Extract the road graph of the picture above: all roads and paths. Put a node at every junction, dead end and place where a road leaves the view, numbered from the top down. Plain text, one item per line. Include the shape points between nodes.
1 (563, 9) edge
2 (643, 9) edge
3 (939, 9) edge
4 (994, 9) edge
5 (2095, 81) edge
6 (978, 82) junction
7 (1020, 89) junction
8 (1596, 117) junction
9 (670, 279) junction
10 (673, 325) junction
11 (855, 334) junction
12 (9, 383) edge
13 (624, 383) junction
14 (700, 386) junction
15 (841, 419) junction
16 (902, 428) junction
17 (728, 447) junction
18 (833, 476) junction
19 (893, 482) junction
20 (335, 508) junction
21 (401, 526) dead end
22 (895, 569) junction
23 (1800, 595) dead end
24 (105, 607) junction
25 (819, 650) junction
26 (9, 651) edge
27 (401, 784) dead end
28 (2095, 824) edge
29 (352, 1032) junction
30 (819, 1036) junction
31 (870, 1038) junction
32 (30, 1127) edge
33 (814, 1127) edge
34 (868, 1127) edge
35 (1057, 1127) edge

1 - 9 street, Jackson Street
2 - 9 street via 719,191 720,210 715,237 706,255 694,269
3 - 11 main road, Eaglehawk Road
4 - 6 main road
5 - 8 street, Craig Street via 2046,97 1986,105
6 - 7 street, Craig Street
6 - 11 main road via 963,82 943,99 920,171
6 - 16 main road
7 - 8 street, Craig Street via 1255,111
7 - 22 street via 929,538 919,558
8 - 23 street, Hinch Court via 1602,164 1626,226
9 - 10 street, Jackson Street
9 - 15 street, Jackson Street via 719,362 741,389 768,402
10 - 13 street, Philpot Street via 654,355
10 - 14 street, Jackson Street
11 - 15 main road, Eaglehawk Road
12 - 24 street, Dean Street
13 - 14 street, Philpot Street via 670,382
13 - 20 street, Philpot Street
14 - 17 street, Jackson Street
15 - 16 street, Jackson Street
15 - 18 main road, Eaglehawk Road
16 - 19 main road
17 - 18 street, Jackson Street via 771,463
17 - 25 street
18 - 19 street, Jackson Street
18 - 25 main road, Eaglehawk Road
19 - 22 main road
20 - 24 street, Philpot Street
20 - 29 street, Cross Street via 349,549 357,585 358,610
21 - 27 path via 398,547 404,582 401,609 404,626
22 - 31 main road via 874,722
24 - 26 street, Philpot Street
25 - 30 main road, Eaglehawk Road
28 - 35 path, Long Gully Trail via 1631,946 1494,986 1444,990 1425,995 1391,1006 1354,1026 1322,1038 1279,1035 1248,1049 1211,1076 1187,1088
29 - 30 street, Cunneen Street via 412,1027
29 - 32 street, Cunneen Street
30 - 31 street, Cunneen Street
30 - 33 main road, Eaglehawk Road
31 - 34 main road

——

_Your instructions_:
Word for word, the whole listing should be given again.

_Expected answer_:
Extract the road graph of the picture above: all roads and paths. Put a node at every junction, dead end and place where a road leaves the view, numbered from the top down. Plain text, one item per line. Include the shape points between nodes.
1 (563, 9) edge
2 (643, 9) edge
3 (939, 9) edge
4 (994, 9) edge
5 (2095, 81) edge
6 (978, 82) junction
7 (1020, 89) junction
8 (1596, 117) junction
9 (670, 279) junction
10 (673, 325) junction
11 (855, 334) junction
12 (9, 383) edge
13 (624, 383) junction
14 (700, 386) junction
15 (841, 419) junction
16 (902, 428) junction
17 (728, 447) junction
18 (833, 476) junction
19 (893, 482) junction
20 (335, 508) junction
21 (401, 526) dead end
22 (895, 569) junction
23 (1800, 595) dead end
24 (105, 607) junction
25 (819, 650) junction
26 (9, 651) edge
27 (401, 784) dead end
28 (2095, 824) edge
29 (352, 1032) junction
30 (819, 1036) junction
31 (870, 1038) junction
32 (30, 1127) edge
33 (814, 1127) edge
34 (868, 1127) edge
35 (1057, 1127) edge

1 - 9 street, Jackson Street
2 - 9 street via 719,191 720,210 715,237 706,255 694,269
3 - 11 main road, Eaglehawk Road
4 - 6 main road
5 - 8 street, Craig Street via 2046,97 1986,105
6 - 7 street, Craig Street
6 - 11 main road via 963,82 943,99 920,171
6 - 16 main road
7 - 8 street, Craig Street via 1255,111
7 - 22 street via 929,538 919,558
8 - 23 street, Hinch Court via 1602,164 1626,226
9 - 10 street, Jackson Street
9 - 15 street, Jackson Street via 719,362 741,389 768,402
10 - 13 street, Philpot Street via 654,355
10 - 14 street, Jackson Street
11 - 15 main road, Eaglehawk Road
12 - 24 street, Dean Street
13 - 14 street, Philpot Street via 670,382
13 - 20 street, Philpot Street
14 - 17 street, Jackson Street
15 - 16 street, Jackson Street
15 - 18 main road, Eaglehawk Road
16 - 19 main road
17 - 18 street, Jackson Street via 771,463
17 - 25 street
18 - 19 street, Jackson Street
18 - 25 main road, Eaglehawk Road
19 - 22 main road
20 - 24 street, Philpot Street
20 - 29 street, Cross Street via 349,549 357,585 358,610
21 - 27 path via 398,547 404,582 401,609 404,626
22 - 31 main road via 874,722
24 - 26 street, Philpot Street
25 - 30 main road, Eaglehawk Road
28 - 35 path, Long Gully Trail via 1631,946 1494,986 1444,990 1425,995 1391,1006 1354,1026 1322,1038 1279,1035 1248,1049 1211,1076 1187,1088
29 - 30 street, Cunneen Street via 412,1027
29 - 32 street, Cunneen Street
30 - 31 street, Cunneen Street
30 - 33 main road, Eaglehawk Road
31 - 34 main road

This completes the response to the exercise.